▸ **Instructions to follow**
With nothing left out, repeat every entry exactly.

Saved entries:
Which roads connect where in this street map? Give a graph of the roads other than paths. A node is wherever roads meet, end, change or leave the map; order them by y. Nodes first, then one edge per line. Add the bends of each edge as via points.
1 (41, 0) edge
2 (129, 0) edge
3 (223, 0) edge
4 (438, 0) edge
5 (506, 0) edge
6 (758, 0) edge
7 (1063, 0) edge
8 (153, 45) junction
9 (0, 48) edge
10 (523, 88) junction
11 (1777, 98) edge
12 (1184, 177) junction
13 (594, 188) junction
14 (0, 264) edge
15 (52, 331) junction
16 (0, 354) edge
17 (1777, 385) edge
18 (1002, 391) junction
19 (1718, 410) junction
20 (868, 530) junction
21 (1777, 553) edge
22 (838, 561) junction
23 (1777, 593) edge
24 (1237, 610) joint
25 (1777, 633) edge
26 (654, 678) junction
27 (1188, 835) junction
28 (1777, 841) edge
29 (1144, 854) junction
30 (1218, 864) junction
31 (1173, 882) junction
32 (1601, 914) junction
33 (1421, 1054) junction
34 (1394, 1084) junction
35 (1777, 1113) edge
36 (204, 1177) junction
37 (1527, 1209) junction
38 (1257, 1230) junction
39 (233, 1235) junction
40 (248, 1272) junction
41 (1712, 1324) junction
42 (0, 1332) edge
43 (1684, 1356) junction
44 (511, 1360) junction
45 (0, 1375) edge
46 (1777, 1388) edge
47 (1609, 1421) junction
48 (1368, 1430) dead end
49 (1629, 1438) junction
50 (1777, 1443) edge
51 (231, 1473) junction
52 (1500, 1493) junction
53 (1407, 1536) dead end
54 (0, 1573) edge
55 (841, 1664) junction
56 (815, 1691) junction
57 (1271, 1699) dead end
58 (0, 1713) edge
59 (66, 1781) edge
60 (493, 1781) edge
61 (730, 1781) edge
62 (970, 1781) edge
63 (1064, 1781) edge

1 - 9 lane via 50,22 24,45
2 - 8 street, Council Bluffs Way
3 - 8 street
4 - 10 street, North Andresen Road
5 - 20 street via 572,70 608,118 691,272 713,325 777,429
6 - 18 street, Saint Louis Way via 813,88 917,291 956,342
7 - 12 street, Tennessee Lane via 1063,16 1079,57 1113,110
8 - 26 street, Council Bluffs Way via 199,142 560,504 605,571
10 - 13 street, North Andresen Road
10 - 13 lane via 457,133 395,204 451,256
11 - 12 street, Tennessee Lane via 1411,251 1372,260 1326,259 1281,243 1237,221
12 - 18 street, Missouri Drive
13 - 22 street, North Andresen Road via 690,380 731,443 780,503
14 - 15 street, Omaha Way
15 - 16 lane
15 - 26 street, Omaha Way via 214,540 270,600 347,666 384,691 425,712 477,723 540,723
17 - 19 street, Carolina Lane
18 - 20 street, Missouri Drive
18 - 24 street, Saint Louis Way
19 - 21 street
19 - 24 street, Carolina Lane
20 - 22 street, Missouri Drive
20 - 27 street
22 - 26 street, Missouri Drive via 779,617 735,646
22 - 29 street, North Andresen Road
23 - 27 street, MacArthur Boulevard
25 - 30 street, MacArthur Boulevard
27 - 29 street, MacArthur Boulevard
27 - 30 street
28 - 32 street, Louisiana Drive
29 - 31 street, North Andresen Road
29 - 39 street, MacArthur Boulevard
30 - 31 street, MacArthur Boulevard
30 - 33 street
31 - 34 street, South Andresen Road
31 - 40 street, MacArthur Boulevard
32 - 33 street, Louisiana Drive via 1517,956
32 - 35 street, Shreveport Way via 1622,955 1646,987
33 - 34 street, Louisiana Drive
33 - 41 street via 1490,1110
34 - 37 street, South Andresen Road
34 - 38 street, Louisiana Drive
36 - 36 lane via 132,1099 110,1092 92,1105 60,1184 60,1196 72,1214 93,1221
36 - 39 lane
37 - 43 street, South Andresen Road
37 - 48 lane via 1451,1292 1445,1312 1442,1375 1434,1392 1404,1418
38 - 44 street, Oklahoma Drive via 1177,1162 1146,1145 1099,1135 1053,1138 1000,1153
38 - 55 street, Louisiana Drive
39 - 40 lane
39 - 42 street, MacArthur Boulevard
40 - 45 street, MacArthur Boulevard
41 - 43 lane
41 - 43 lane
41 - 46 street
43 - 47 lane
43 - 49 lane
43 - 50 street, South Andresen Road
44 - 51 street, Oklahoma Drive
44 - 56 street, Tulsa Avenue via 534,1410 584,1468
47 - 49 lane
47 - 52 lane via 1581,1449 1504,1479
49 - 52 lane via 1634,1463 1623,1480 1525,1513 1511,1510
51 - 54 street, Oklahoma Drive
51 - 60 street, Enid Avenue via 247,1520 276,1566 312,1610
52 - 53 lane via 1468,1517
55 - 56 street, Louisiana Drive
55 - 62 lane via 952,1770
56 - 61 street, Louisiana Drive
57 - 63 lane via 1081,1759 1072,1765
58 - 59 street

▸ **Response below**
Which roads connect where in this street map? Give a graph of the roads other than paths. A node is wherever roads meet, end, change or leave the map; order them by y. Nodes first, then one edge per line. Add the bends of each edge as via points.
1 (41, 0) edge
2 (129, 0) edge
3 (223, 0) edge
4 (438, 0) edge
5 (506, 0) edge
6 (758, 0) edge
7 (1063, 0) edge
8 (153, 45) junction
9 (0, 48) edge
10 (523, 88) junction
11 (1777, 98) edge
12 (1184, 177) junction
13 (594, 188) junction
14 (0, 264) edge
15 (52, 331) junction
16 (0, 354) edge
17 (1777, 385) edge
18 (1002, 391) junction
19 (1718, 410) junction
20 (868, 530) junction
21 (1777, 553) edge
22 (838, 561) junction
23 (1777, 593) edge
24 (1237, 610) joint
25 (1777, 633) edge
26 (654, 678) junction
27 (1188, 835) junction
28 (1777, 841) edge
29 (1144, 854) junction
30 (1218, 864) junction
31 (1173, 882) junction
32 (1601, 914) junction
33 (1421, 1054) junction
34 (1394, 1084) junction
35 (1777, 1113) edge
36 (204, 1177) junction
37 (1527, 1209) junction
38 (1257, 1230) junction
39 (233, 1235) junction
40 (248, 1272) junction
41 (1712, 1324) junction
42 (0, 1332) edge
43 (1684, 1356) junction
44 (511, 1360) junction
45 (0, 1375) edge
46 (1777, 1388) edge
47 (1609, 1421) junction
48 (1368, 1430) dead end
49 (1629, 1438) junction
50 (1777, 1443) edge
51 (231, 1473) junction
52 (1500, 1493) junction
53 (1407, 1536) dead end
54 (0, 1573) edge
55 (841, 1664) junction
56 (815, 1691) junction
57 (1271, 1699) dead end
58 (0, 1713) edge
59 (66, 1781) edge
60 (493, 1781) edge
61 (730, 1781) edge
62 (970, 1781) edge
63 (1064, 1781) edge

1 - 9 lane via 50,22 24,45
2 - 8 street, Council Bluffs Way
3 - 8 street
4 - 10 street, North Andresen Road
5 - 20 street via 572,70 608,118 691,272 713,325 777,429
6 - 18 street, Saint Louis Way via 813,88 917,291 956,342
7 - 12 street, Tennessee Lane via 1063,16 1079,57 1113,110
8 - 26 street, Council Bluffs Way via 199,142 560,504 605,571
10 - 13 street, North Andresen Road
10 - 13 lane via 457,133 395,204 451,256
11 - 12 street, Tennessee Lane via 1411,251 1372,260 1326,259 1281,243 1237,221
12 - 18 street, Missouri Drive
13 - 22 street, North Andresen Road via 690,380 731,443 780,503
14 - 15 street, Omaha Way
15 - 16 lane
15 - 26 street, Omaha Way via 214,540 270,600 347,666 384,691 425,712 477,723 540,723
17 - 19 street, Carolina Lane
18 - 20 street, Missouri Drive
18 - 24 street, Saint Louis Way
19 - 21 street
19 - 24 street, Carolina Lane
20 - 22 street, Missouri Drive
20 - 27 street
22 - 26 street, Missouri Drive via 779,617 735,646
22 - 29 street, North Andresen Road
23 - 27 street, MacArthur Boulevard
25 - 30 street, MacArthur Boulevard
27 - 29 street, MacArthur Boulevard
27 - 30 street
28 - 32 street, Louisiana Drive
29 - 31 street, North Andresen Road
29 - 39 street, MacArthur Boulevard
30 - 31 street, MacArthur Boulevard
30 - 33 street
31 - 34 street, South Andresen Road
31 - 40 street, MacArthur Boulevard
32 - 33 street, Louisiana Drive via 1517,956
32 - 35 street, Shreveport Way via 1622,955 1646,987
33 - 34 street, Louisiana Drive
33 - 41 street via 1490,1110
34 - 37 street, South Andresen Road
34 - 38 street, Louisiana Drive
36 - 36 lane via 132,1099 110,1092 92,1105 60,1184 60,1196 72,1214 93,1221
36 - 39 lane
37 - 43 street, South Andresen Road
37 - 48 lane via 1451,1292 1445,1312 1442,1375 1434,1392 1404,1418
38 - 44 street, Oklahoma Drive via 1177,1162 1146,1145 1099,1135 1053,1138 1000,1153
38 - 55 street, Louisiana Drive
39 - 40 lane
39 - 42 street, MacArthur Boulevard
40 - 45 street, MacArthur Boulevard
41 - 43 lane
41 - 43 lane
41 - 46 street
43 - 47 lane
43 - 49 lane
43 - 50 street, South Andresen Road
44 - 51 street, Oklahoma Drive
44 - 56 street, Tulsa Avenue via 534,1410 584,1468
47 - 49 lane
47 - 52 lane via 1581,1449 1504,1479
49 - 52 lane via 1634,1463 1623,1480 1525,1513 1511,1510
51 - 54 street, Oklahoma Drive
51 - 60 street, Enid Avenue via 247,1520 276,1566 312,1610
52 - 53 lane via 1468,1517
55 - 56 street, Louisiana Drive
55 - 62 lane via 952,1770
56 - 61 street, Louisiana Drive
57 - 63 lane via 1081,1759 1072,1765
58 - 59 street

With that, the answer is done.